The monastery is built near a cave where miracles are said to happen. When we were there, a priest was praying over a sick girl who had been escorted to the monastery by her family.

Saint Anthony is the patron saint of those with mental illnesses and fertility issues. Pots are piled on one wall of the cave. When women who are having difficulty conceiving come to pray for a baby, they leave a pot open side up in the cave. After they conceive, they come back with their baby and flip their pot upside down.

Monday, March 8, 2010

Saturday, March 6, 2010

I’m pretty sure I walked most of Beirut today. I walked Downtown to get more photos of the stuff I missed. I got a good shot of the former cinema, which was bombarded in 2006, still standing. I went inside the Mohammed al-Amin mosque and revisited the burial site of Rafiq Hariri.

Inside the Mohammed al-Amin mosque

I went to the Virgin Megastore, then headed back toward Hamra. I walked by the Holiday Inn, which opened shortly before the civil war and was used as a sniper hideaway. Covered in firearm holes, it is apparently still structurally sound but stands the same as it did for the past few decades, as a shell of a building.

The Holiday Inn

From the Holiday Inn, walked down to the Corniche, where I hung out until sunset.

Corniche at sunset

It was a lot livelier than the first time I visited (no rain, and a Saturday night instead of Sunday). For a while I noticed some kid was always around me. Annoying kid. He walked up to me and said, “You have beautiful eyes. Can I take your picture?” “No.” “Please? It’s not for the internet, but for school.” “No.” He kept on talking, and asked me why I was taking pictures (because there’s pretty scenery, a-hole). He said his name was Hassan, but I probably met a lot of Hassans. And his last name was Mubarak, like the Egyptian president. Wow. He asked me where I was from, and I said the States. About Lebanon, he said, “Oh, I bet it’s not like in the news.” I told him it was exactly what I was expecting. Then he said he had a friend from America who hated the United States. I told him I loved my country. He then said it wasn’t the country she hated, but the politics. George Bush.

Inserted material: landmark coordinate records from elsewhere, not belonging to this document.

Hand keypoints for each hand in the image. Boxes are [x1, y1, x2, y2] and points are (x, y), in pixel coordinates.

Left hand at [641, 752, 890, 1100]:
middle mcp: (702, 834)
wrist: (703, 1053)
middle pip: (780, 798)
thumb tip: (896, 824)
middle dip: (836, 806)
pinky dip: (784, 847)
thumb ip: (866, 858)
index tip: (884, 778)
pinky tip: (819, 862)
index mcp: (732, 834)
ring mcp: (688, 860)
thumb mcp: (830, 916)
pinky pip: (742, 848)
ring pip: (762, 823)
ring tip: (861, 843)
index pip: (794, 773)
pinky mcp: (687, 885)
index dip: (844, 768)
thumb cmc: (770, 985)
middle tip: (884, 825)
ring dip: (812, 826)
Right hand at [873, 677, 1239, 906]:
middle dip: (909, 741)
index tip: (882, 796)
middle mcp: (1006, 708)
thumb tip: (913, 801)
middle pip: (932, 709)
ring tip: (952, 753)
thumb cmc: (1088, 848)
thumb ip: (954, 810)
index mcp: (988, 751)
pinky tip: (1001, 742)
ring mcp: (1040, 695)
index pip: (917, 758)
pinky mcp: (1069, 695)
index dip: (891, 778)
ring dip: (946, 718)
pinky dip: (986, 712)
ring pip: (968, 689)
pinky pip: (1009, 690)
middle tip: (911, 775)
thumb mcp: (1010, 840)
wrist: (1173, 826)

That’s when I got pretty annoyed. I told him I loved politics, and that I wasn’t a fan of Dubya. Honestly, he’s been out of office for over a year. I get that he fucked up, and if any region deserves to complain, it’s the Middle East. But just as Lebanon isn’t just the country of Hezbollah, the United States isn’t just the country of George W. Bush. There’s a lot more to the United States, and there’s a huge difference of opinions on everything. All comments like his show ignorance. Probably not the best way to hit on me.

Sunday, March 7, 2010

Thursday, March 4, 2010

I took advantage of a mid-week day off classes and took a trip to Northern Lebanon. I took the coastal highway up and stopped at Rachana, an artists’ village. Three brothers, famous for their sculptures and carvings, live there and the area is dotted with their art.

One of the brothers and his wife live in (what I thought looked like) a Smurf home.

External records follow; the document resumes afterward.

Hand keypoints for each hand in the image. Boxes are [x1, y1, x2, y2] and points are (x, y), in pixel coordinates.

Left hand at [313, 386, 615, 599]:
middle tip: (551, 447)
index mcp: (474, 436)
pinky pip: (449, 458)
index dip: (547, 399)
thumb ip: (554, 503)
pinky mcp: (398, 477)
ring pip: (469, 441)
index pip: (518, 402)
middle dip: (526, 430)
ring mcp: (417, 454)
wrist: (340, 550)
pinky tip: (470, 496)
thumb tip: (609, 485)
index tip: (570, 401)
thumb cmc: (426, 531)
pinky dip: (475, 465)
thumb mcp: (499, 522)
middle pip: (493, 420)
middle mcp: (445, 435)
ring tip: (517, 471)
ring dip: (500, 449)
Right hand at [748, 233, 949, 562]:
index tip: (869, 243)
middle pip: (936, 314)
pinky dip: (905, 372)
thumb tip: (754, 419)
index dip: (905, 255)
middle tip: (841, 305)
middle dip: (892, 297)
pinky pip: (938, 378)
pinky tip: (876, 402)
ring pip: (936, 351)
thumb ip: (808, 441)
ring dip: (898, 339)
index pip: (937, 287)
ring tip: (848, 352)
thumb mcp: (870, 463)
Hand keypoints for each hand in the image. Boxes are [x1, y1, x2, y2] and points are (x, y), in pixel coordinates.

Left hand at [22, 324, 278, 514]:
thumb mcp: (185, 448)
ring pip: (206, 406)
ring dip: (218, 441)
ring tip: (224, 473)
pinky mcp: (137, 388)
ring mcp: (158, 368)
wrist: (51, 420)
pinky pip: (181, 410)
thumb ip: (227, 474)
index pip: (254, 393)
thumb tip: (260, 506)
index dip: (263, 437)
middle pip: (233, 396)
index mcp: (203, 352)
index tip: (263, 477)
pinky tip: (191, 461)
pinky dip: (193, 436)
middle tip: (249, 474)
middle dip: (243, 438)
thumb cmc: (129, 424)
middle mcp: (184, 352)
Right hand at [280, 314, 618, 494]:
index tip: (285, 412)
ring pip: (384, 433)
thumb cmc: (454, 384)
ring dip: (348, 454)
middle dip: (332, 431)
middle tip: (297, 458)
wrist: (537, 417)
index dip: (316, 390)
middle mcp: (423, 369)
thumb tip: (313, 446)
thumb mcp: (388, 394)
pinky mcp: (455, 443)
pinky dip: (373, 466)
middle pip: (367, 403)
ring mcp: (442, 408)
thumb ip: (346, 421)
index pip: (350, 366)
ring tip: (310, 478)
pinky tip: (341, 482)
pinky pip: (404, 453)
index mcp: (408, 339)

Unforunately, Papa Smurf wasn't home.

The village was also dotted with fruit (I can’t remember what I ate, but it wasn’t something available in the States) and almond trees. I had never seen almonds on a tree before—I had no idea they were green.

What almonds look like in nature. Who knew? Not I.

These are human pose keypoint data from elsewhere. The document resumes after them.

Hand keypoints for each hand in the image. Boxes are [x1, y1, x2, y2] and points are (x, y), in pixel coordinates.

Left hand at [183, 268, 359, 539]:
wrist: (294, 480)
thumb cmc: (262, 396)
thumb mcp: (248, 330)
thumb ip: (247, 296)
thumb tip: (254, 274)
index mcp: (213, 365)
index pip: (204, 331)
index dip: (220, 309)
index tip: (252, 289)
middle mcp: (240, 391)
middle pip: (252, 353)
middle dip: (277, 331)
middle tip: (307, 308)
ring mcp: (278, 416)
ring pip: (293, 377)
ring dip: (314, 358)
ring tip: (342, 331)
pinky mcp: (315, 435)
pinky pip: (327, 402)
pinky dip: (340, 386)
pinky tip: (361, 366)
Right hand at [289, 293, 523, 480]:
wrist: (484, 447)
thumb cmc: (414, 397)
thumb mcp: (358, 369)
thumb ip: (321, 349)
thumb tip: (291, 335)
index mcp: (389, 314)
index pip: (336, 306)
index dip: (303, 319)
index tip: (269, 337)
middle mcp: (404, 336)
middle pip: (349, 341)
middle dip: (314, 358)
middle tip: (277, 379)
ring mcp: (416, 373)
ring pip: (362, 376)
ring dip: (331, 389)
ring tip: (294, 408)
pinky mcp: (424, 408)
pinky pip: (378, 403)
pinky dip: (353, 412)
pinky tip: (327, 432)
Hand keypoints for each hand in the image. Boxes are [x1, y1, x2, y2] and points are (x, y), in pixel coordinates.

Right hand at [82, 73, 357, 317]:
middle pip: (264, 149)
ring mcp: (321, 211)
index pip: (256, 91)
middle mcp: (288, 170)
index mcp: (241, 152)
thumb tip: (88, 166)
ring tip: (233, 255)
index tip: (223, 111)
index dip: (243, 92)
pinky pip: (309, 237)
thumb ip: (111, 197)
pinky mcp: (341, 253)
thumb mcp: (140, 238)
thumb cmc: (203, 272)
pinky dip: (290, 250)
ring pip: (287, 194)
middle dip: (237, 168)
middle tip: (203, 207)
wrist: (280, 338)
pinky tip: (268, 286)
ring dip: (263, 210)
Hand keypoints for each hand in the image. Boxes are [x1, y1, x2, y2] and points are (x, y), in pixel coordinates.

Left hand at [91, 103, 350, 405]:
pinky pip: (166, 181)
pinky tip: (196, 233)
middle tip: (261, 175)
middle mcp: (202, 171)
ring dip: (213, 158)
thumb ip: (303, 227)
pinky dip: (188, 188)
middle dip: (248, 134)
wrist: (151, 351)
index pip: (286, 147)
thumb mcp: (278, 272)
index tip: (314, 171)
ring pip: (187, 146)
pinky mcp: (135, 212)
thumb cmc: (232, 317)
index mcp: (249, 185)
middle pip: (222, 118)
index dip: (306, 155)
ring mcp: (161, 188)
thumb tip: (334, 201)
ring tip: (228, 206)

Hilla also put this weird plant that spun around on my coat. Better than a bug, I guess. We picked some fruit and almonds for a snack before heading back to the car.

Our last and most important stop was Tripoli, the second-largest city in Lebanon.

View of Tripoli from the Citadel.

It was huge, but we spent most of our time in the Old City. We climbed up to the top of the Citadel of Raymond de Saint-Gilles, which was built in 1102.

Tripoli Citadel

It was another example of how the archaeological and architectural sights in Lebanon are the embodiment of Lebanon’s layered history. When one ruler comes in, he builds upon what the previous rulers had built—Ottoman upon Crusaders, etc. We also wandered through the souqs. At one bakery, we all got free bread because the owner thought I had beautiful eyes.

The bakery where I was given bread for mis ojos.

After getting most of my souvenirs, we got lunch at Rafaat Hallab and Sons, or the “Palace of Sweets.” Tripoli is apparently famous for its sweets, but it kind of tasted like all the other sweets I’ve tried.

I was told this was the spoils of war.